WORK REQUIRED -> Check each line of the entries below for the string "Lidmore"; copy every line where it appears.

Records drawn from a dataset
[Start of Attachment]
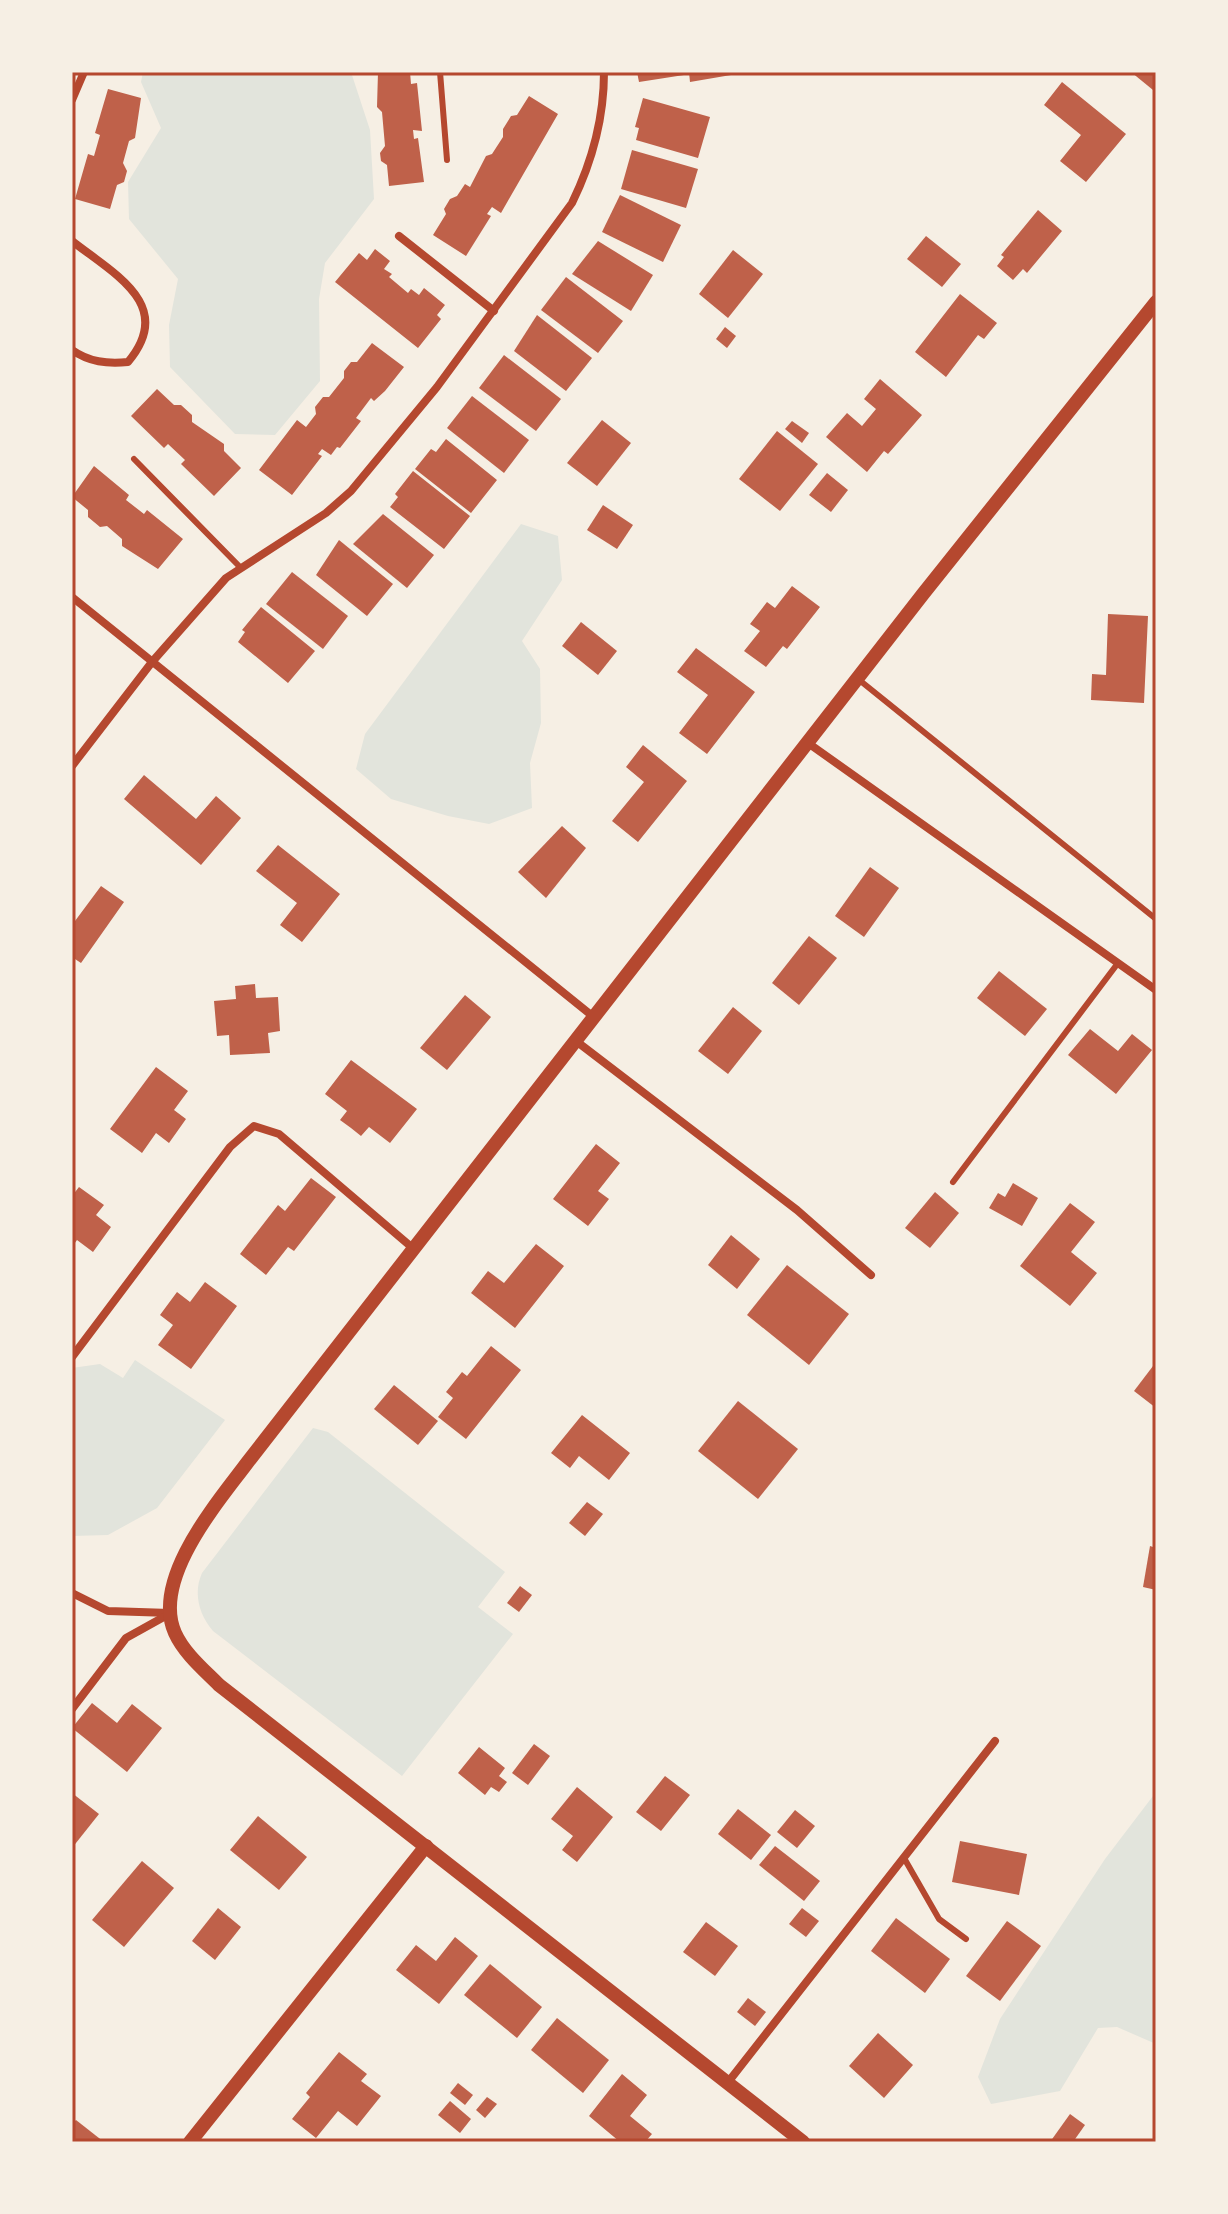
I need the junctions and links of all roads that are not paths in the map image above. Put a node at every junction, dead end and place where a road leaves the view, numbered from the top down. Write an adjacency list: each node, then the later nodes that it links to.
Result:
1 (84, 72): 4 (street)
2 (440, 72): 5 (lane)
3 (604, 72): 9 (street)
4 (72, 100)
5 (447, 160)
6 (399, 236): 9 (street)
7 (72, 241): 10 (street)
8 (1156, 302): 15 (street)
9 (494, 311): 12 (street)
10 (72, 350)
11 (134, 459): 12 (lane)
12 (239, 566): 14 (street)
13 (72, 597): 14 (street)
14 (152, 662): 17 (street); 21 (street)
15 (858, 679): 16 (street); 18 (lane)
16 (808, 743): 19 (street); 21 (street)
17 (72, 766)
18 (1156, 919)
19 (1118, 963): 20 (street); 23 (lane)
20 (1156, 990)
21 (595, 1018): 22 (street)
22 (576, 1041): 24 (street); 25 (street)
23 (953, 1182)
24 (416, 1250): 26 (street); 28 (street)
25 (871, 1275)
26 (72, 1357)
27 (72, 1593): 28 (street)
28 (171, 1613): 29 (street); 31 (street)
29 (72, 1709)
30 (995, 1741): 32 (street)
31 (426, 1846): 34 (street); 35 (street)
32 (904, 1858): 33 (lane); 34 (street)
33 (966, 1939)
34 (729, 2081): 36 (street)
35 (190, 2142)
36 (803, 2142)

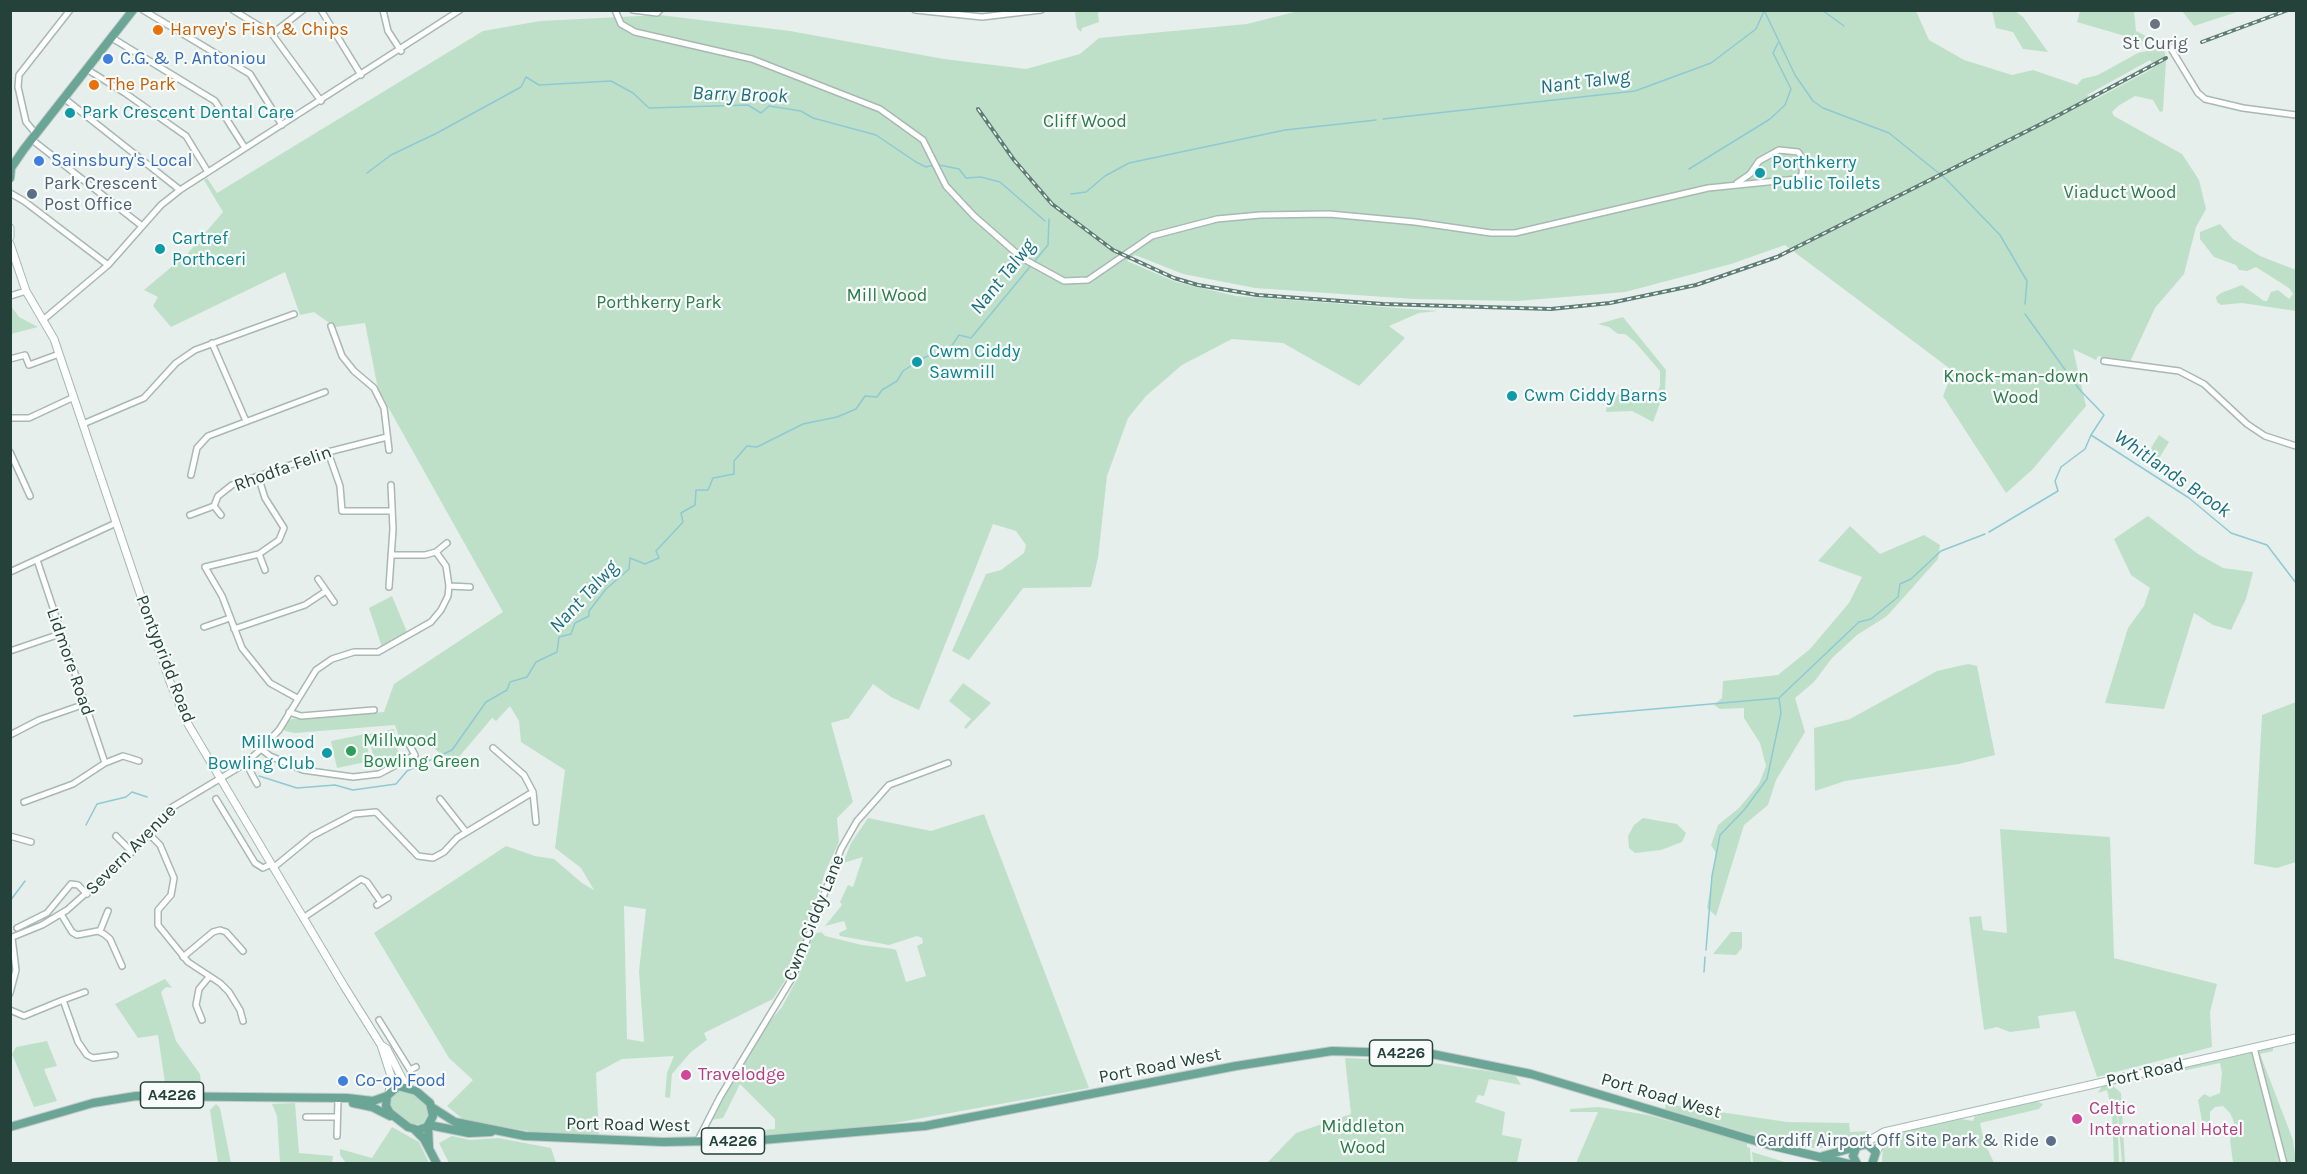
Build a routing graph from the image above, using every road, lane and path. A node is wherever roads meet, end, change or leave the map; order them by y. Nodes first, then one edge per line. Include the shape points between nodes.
1 (70, 10) edge
2 (133, 10) edge
3 (143, 10) edge
4 (232, 10) edge
5 (303, 10) edge
6 (321, 10) edge
7 (383, 10) edge
8 (460, 10) edge
9 (615, 10) edge
10 (633, 10) edge
11 (660, 10) edge
12 (915, 10) edge
13 (1041, 10) edge
14 (272, 34) junction
15 (112, 38) junction
16 (2155, 45) dead end
17 (401, 51) junction
18 (88, 70) junction
19 (361, 75) junction
20 (64, 99) junction
21 (321, 101) junction
22 (2296, 116) edge
23 (282, 125) junction
24 (34, 136) junction
25 (245, 148) junction
26 (11, 168) edge
27 (208, 172) junction
28 (10, 178) edge
29 (1737, 183) junction
30 (180, 190) junction
31 (10, 193) edge
32 (142, 226) junction
33 (10, 228) edge
34 (10, 237) edge
35 (10, 244) edge
36 (108, 265) junction
37 (26, 291) junction
38 (10, 296) edge
39 (294, 314) dead end
40 (43, 320) junction
41 (331, 326) dead end
42 (212, 343) junction
43 (59, 354) junction
44 (10, 359) edge
45 (2104, 361) dead end
46 (325, 392) dead end
47 (74, 397) junction
48 (11, 420) edge
49 (246, 421) junction
50 (83, 424) junction
51 (387, 437) junction
52 (2296, 446) edge
53 (389, 450) dead end
54 (10, 452) edge
55 (328, 452) junction
56 (190, 475) dead end
57 (258, 476) junction
58 (391, 485) dead end
59 (30, 496) dead end
60 (214, 506) junction
61 (392, 511) junction
62 (189, 515) dead end
63 (221, 515) dead end
64 (116, 524) junction
65 (447, 543) dead end
66 (436, 552) junction
67 (259, 554) junction
68 (391, 555) junction
69 (37, 560) junction
70 (264, 570) dead end
71 (10, 572) edge
72 (318, 579) dead end
73 (449, 586) junction
74 (389, 587) dead end
75 (470, 587) dead end
76 (326, 591) junction
77 (334, 602) dead end
78 (230, 618) junction
79 (204, 627) dead end
80 (234, 629) junction
81 (60, 634) junction
82 (10, 651) edge
83 (297, 698) junction
84 (85, 704) junction
85 (374, 710) dead end
86 (289, 712) junction
87 (10, 735) edge
88 (410, 746) dead end
89 (493, 748) dead end
90 (261, 749) junction
91 (139, 760) dead end
92 (246, 762) junction
93 (105, 763) junction
94 (948, 763) dead end
95 (219, 778) junction
96 (257, 784) dead end
97 (533, 792) junction
98 (216, 800) dead end
99 (440, 800) dead end
100 (24, 802) dead end
101 (536, 822) dead end
102 (466, 832) junction
103 (148, 833) junction
104 (10, 836) edge
105 (116, 836) dead end
106 (31, 842) dead end
107 (132, 852) junction
108 (272, 866) junction
109 (87, 894) junction
110 (388, 898) dead end
111 (108, 911) dead end
112 (61, 914) junction
113 (303, 918) junction
114 (17, 928) dead end
115 (100, 931) junction
116 (11, 938) edge
117 (243, 951) dead end
118 (183, 957) junction
119 (122, 966) dead end
120 (209, 977) junction
121 (85, 992) dead end
122 (10, 993) edge
123 (63, 1000) junction
124 (10, 1010) edge
125 (202, 1020) dead end
126 (243, 1021) dead end
127 (372, 1031) junction
128 (2296, 1038) edge
129 (381, 1045) junction
130 (2253, 1048) junction
131 (115, 1054) dead end
132 (413, 1070) dead end
133 (406, 1086) junction
134 (388, 1094) junction
135 (338, 1099) junction
136 (433, 1108) junction
137 (306, 1117) dead end
138 (337, 1117) junction
139 (395, 1120) junction
140 (429, 1125) junction
141 (10, 1127) edge
142 (414, 1129) junction
143 (493, 1132) junction
144 (1888, 1132) junction
145 (337, 1136) dead end
146 (697, 1142) junction
147 (1860, 1146) junction
148 (429, 1147) junction
149 (1876, 1153) junction
150 (1821, 1156) junction
151 (437, 1164) edge
152 (1849, 1164) edge
153 (1857, 1164) edge
154 (1872, 1164) edge
155 (1881, 1164) edge
156 (2284, 1164) edge

1 - 24 street via 19,75 26,122
2 - 15 main road
3 - 23 street via 250,74
4 - 14 street
5 - 14 street
6 - 19 street
7 - 17 street via 388,31
8 - 17 street
9 - 29 street via 621,24 635,33 752,59 880,109 923,140 954,197 1028,262 1064,280 1088,279 1152,236 1182,226 1239,216 1329,214 1504,234 1555,226
10 - 11 street
12 - 13 street via 982,17
14 - 21 street
15 - 18 main road
15 - 25 street via 215,101
16 - 22 street via 2169,47 2205,99
17 - 19 street
18 - 20 main road
18 - 27 street via 186,136
19 - 21 street
20 - 24 main road
20 - 30 street
21 - 23 street
23 - 25 street
24 - 26 main road
24 - 32 street
25 - 27 street
26 - 28 main road
27 - 30 street
29 - 29 street via 1759,161 1779,150 1798,152 1803,159 1802,175 1797,179
30 - 32 street
31 - 36 street
32 - 36 street
33 - 34 main road
35 - 37 main road, Pontypridd Road
36 - 40 street
37 - 38 street
37 - 40 main road, Pontypridd Road
39 - 42 street
40 - 43 main road, Pontypridd Road
41 - 51 street via 342,356 374,388 384,408
42 - 49 street
42 - 50 street via 176,363 144,398
43 - 44 street via 29,365 25,355
43 - 47 main road, Pontypridd Road
45 - 52 street via 2179,371 2204,384 2265,436
46 - 49 street
47 - 48 street via 29,418
47 - 50 main road, Pontypridd Road
49 - 56 street via 202,440
50 - 64 main road, Pontypridd Road
51 - 53 street
51 - 55 street, Rhodfa Felin
54 - 59 street
55 - 57 street, Rhodfa Felin
55 - 61 street via 340,486 342,511
57 - 60 street, Rhodfa Felin via 232,485 218,496
57 - 67 street via 265,498 284,528 274,546
58 - 61 street
60 - 62 street, Rhodfa Felin
60 - 63 street
61 - 68 street
64 - 69 street
64 - 95 main road, Pontypridd Road via 175,696
65 - 66 street
66 - 68 street
66 - 73 street via 446,566
67 - 70 street
67 - 78 street via 205,567
68 - 74 street
69 - 71 street
69 - 81 street, Lidmore Road
72 - 76 street
73 - 75 street
73 - 83 street, Severn Avenue via 441,610 431,622 378,652 354,652 332,659 316,670
76 - 77 street
76 - 80 street via 305,605
78 - 79 street
78 - 80 street
80 - 83 street via 242,648 264,678
81 - 82 street
81 - 84 street, Lidmore Road
83 - 86 street, Severn Avenue
84 - 87 street
84 - 93 street, Lidmore Road
85 - 86 street via 301,716
86 - 90 street, Severn Avenue
88 - 90 street via 415,755 380,774 353,777 303,770
89 - 97 street via 524,775
90 - 92 street, Severn Avenue
91 - 93 street via 123,756
92 - 95 street, Severn Avenue
92 - 96 street
93 - 100 street via 73,784
94 - 146 street, Cwm Ciddy Lane via 889,785 857,821 841,849 794,975
95 - 103 street, Severn Avenue via 171,808
95 - 108 main road, Pontypridd Road
97 - 101 street
97 - 102 street
98 - 108 street via 255,863 263,868
99 - 102 street
102 - 108 street via 433,858 418,856 376,812 354,814 312,836
103 - 107 street, Severn Avenue
103 - 118 street via 160,845 174,879 171,895 158,910 158,925
104 - 106 street
105 - 107 street
107 - 109 street, Severn Avenue
108 - 113 main road, Pontypridd Road
109 - 112 street, Severn Avenue
109 - 114 street via 71,884 46,913
110 - 113 street via 379,904 367,882 361,879
111 - 115 street
112 - 115 street via 77,935
112 - 116 street, Severn Avenue
113 - 127 main road, Pontypridd Road
115 - 119 street via 110,939
116 - 122 street via 16,970
117 - 118 street via 220,930
118 - 120 street
120 - 125 street via 199,989 196,1005
120 - 126 street via 229,992
121 - 123 street
123 - 124 street via 24,1016
123 - 131 street via 78,1042 87,1055 93,1058
127 - 129 main road, Pontypridd Road
127 - 132 street via 380,1023
128 - 130 main road, Port Road
129 - 133 main road, Pontypridd Road via 387,1049
129 - 134 main road, Pontypridd Road via 391,1076
130 - 144 main road, Port Road
130 - 156 street
133 - 134 main road via 398,1086
133 - 136 main road
134 - 135 main road, A4226 via 373,1101
134 - 139 main road via 387,1110
135 - 138 street
135 - 139 main road, A4226 via 372,1107
135 - 141 main road, A4226 via 136,1096 93,1103
136 - 140 main road
136 - 143 main road, Port Road West / A4226 via 455,1122
137 - 138 street
138 - 145 street
139 - 142 main road
140 - 142 main road
140 - 143 main road, Port Road West / A4226 via 469,1133
140 - 148 main road
142 - 148 main road
143 - 146 main road, Port Road West / A4226 via 601,1141
144 - 147 main road, Port Road
144 - 149 main road
146 - 150 main road, Port Road West / A4226 via 826,1136 925,1126 1332,1051 1432,1054 1531,1074 1768,1145
147 - 149 main road via 1872,1146
147 - 150 main road, Port Road West / A4226
147 - 153 main road via 1853,1156
148 - 151 main road
149 - 154 main road
149 - 155 main road
150 - 152 main road, Port Road West / A4226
[End of Attachment]
EXERCISE ANSWER ->
69 - 81 street, Lidmore Road
81 - 84 street, Lidmore Road
84 - 93 street, Lidmore Road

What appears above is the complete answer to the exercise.